Furthermore, circuits with very wide (high-energy) pulses are known; they permit the starting and transfer of arc tubes with a very high cold filling pressure. However, this requires very large, voluminous starting inductors for rectified RF pulses (DE-A 34 26 491). Or a so-called internal starter, which briefly short-circuits the ballast inductor, generates a relatively wide starting pulse. A corresponding arrangement is to be found, for example, in U.S. Pat. No. 5,336,974 and U.S. Pat. No. 5,185,557. However, it is disadvantageous that the ballast inductor is loaded in this case with the entire starting voltage. This is damaging to most ballasts.

There is likewise a multiplicity of proposals with regard to the power reduction of lamps. The conventional technology is based on a phase-gating control such as is described, for example, in U.S. Pat. No. 3,925,705 and DE-A 34 38 003. An RC element is connected in parallel in both cases to a semiconductor switching element (for example a sidac or a diac-controlled triac). In order to avoid the replacement of an already existing ballast, use is made of a retrofit lamp in which a capacitor is arranged in parallel with the discharge vessel in the outer bulb (WO 96/21337 and EP 030 785). A disadvantage in this case is the difficulty of implementation and, in some circumstances, the complicated measures for following the radio-interference regulations.

SUMMARY OF THE INVENTION

It is the object of the present invention to provide a circuit arrangement which starts an electrode discharge lamp quickly and simply and requires few electronic components therefor. An additional object is to specify a method for operating such a lamp, and to specify a compact assembly of lamp and circuit arrangement.

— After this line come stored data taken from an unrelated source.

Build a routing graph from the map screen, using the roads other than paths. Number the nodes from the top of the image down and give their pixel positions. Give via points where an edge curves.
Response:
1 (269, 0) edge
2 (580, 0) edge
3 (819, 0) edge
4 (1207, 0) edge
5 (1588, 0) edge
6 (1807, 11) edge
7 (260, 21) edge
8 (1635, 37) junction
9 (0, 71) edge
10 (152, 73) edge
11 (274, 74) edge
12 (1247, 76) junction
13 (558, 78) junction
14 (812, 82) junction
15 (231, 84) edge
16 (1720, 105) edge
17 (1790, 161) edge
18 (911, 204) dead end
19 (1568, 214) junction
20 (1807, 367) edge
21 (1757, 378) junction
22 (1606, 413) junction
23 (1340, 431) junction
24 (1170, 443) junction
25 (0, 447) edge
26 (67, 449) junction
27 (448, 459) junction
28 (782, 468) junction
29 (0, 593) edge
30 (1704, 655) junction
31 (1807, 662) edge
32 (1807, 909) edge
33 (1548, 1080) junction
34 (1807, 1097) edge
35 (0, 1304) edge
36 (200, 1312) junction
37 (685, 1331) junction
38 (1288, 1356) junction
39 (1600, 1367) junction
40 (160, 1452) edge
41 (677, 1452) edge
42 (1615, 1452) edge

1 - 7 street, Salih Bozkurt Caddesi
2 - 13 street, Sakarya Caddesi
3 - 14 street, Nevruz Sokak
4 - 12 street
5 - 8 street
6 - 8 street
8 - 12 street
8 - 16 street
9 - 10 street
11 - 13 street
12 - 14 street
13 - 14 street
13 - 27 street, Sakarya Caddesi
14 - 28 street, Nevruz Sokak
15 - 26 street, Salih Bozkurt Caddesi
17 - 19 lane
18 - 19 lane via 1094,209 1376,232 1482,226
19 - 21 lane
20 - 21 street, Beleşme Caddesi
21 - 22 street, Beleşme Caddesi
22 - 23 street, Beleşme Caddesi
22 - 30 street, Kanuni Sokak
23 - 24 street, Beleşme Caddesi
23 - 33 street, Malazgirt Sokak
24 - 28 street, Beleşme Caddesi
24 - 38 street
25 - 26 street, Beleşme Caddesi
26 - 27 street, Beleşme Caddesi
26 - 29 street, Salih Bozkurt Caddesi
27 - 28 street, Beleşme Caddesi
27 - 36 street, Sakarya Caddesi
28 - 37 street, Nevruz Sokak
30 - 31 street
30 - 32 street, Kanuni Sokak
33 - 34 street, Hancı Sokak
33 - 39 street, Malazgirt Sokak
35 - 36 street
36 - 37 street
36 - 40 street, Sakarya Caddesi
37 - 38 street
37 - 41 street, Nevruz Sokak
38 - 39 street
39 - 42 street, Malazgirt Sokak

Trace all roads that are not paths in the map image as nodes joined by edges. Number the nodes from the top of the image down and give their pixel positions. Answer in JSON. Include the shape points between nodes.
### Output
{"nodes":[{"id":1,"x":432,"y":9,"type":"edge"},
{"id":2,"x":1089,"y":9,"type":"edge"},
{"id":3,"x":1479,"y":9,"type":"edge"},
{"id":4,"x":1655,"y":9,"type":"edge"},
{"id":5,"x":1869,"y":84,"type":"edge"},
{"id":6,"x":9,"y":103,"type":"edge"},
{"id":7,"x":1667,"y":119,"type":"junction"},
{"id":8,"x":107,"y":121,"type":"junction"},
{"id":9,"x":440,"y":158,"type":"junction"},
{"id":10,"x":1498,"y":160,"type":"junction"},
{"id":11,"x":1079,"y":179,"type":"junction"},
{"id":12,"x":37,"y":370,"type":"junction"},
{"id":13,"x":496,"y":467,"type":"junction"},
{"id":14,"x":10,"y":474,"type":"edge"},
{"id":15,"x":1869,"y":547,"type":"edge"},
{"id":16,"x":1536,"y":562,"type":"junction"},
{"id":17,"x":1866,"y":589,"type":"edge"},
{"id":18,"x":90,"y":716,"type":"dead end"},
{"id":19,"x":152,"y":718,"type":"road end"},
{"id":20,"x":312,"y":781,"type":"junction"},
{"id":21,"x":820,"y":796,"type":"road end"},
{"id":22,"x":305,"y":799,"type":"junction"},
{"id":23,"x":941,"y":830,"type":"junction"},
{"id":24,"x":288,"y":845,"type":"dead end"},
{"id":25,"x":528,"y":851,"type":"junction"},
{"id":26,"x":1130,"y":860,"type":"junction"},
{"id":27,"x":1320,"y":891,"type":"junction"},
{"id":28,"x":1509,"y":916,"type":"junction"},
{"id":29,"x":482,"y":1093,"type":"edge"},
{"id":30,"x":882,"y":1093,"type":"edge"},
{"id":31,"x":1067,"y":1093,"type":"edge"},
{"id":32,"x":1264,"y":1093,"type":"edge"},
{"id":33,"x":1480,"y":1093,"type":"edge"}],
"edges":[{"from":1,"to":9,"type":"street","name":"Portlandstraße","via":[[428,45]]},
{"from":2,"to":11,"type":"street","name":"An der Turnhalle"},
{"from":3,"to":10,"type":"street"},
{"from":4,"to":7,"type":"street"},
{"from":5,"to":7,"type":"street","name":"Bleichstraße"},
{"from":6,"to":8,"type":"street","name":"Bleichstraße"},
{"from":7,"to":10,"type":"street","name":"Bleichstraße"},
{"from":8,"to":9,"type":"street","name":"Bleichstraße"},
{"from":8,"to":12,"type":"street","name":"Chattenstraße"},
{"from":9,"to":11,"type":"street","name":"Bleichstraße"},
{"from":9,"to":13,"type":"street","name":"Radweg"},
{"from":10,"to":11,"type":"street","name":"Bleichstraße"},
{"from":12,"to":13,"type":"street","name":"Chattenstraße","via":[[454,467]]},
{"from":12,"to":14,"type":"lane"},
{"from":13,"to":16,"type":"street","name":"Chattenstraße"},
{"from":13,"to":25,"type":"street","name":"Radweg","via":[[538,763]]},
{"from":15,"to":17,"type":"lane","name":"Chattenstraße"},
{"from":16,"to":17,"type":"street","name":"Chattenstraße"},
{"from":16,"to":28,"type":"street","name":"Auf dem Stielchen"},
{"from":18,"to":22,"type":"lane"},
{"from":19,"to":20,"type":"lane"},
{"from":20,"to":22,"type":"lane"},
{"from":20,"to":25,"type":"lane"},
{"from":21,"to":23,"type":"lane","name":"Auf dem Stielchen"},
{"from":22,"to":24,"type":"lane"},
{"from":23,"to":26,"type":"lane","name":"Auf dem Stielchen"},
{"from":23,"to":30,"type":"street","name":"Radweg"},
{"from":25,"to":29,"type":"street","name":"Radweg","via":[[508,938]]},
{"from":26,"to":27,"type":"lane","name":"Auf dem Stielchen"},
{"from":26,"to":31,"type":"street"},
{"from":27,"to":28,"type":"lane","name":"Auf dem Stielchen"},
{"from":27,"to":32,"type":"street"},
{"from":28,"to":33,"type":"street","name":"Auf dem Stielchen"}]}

The object has been achieved in accordance with the invention by developing a circuit arrangement in which a capacitor connected in parallel with the assigned lamp is charged up to a voltage (transfer voltage) higher than the required and previously exclusively targeted (customary) no-load voltage. The no-load voltage corresponds to the input voltage in the case of conventional ballasts. This voltage is made immediately available to the plasma after breakdown has occurred. The increased voltage is provided by means of at least one of the following measures: by means of the closing operation on a resonant circuit (preferred), by means of a resonant increase or by means of a combination of the two.

The power reduction is performed by means of a phase-gating control known in principle per se (see above). In this case, in order to maintain the maximum permissible radio-interference voltage the capacitor (transfer capacitor) connected in parallel with the lamp can be disconnected from the electrical circuit after starting of the lamp, thus preventing the periodic switching of a low-resistance source to a capacitor.

It has emerged that in the case of discharge lamps the voltage available after the first breakdown is crucial in some cases for the final transfer of the arc.

Discharge lamps with a very high filling pressure (for example sodium-vapor high-pressure lamps with a very high xenon cold filling pressure of typically 1 to 3 bar) can frequently be started only with difficulty, since a high starting voltage is required for the first breakdown, and the transfer proceeds only very hesitantly.

They require pulses with a very high voltage and power for starting and transfer. Moreover, a high transfer voltage favors successful transfer of the arc as early as after the first breakdown.

Surprisingly, it proved possible to find a simple circuit arrangement with the aid of which it was possible to start and operate even lamps which were very unwilling to start, the circuit outlay being very low, and therefore cost-effective and space-saving, with the result that the circuit can be accommodated at least partially in the base of the assigned lamp. Since the starting pulses can be kept relatively narrow (at least two to ten times narrower than in the abovementioned prior art) owing to the principle of a circuit as defined in the invention, there is no need for any voluminous inductors. The ballast inductor is not loaded with the starting voltage.

The invention is suitable, in particular, for so-called retrofit (plug-in) lamps, a typical example being a circuit arrangement for starting and operating a 70 W sodium high-pressure lamp (with 2 atm xenon cold filling pressure) at a burning position for originally a 125 W mercury-vapor lamp, using the original ballast inductor. In a particularly preferred embodiment, the aim is simultaneously to permit the lamp power to be adjusted (preferably reduced).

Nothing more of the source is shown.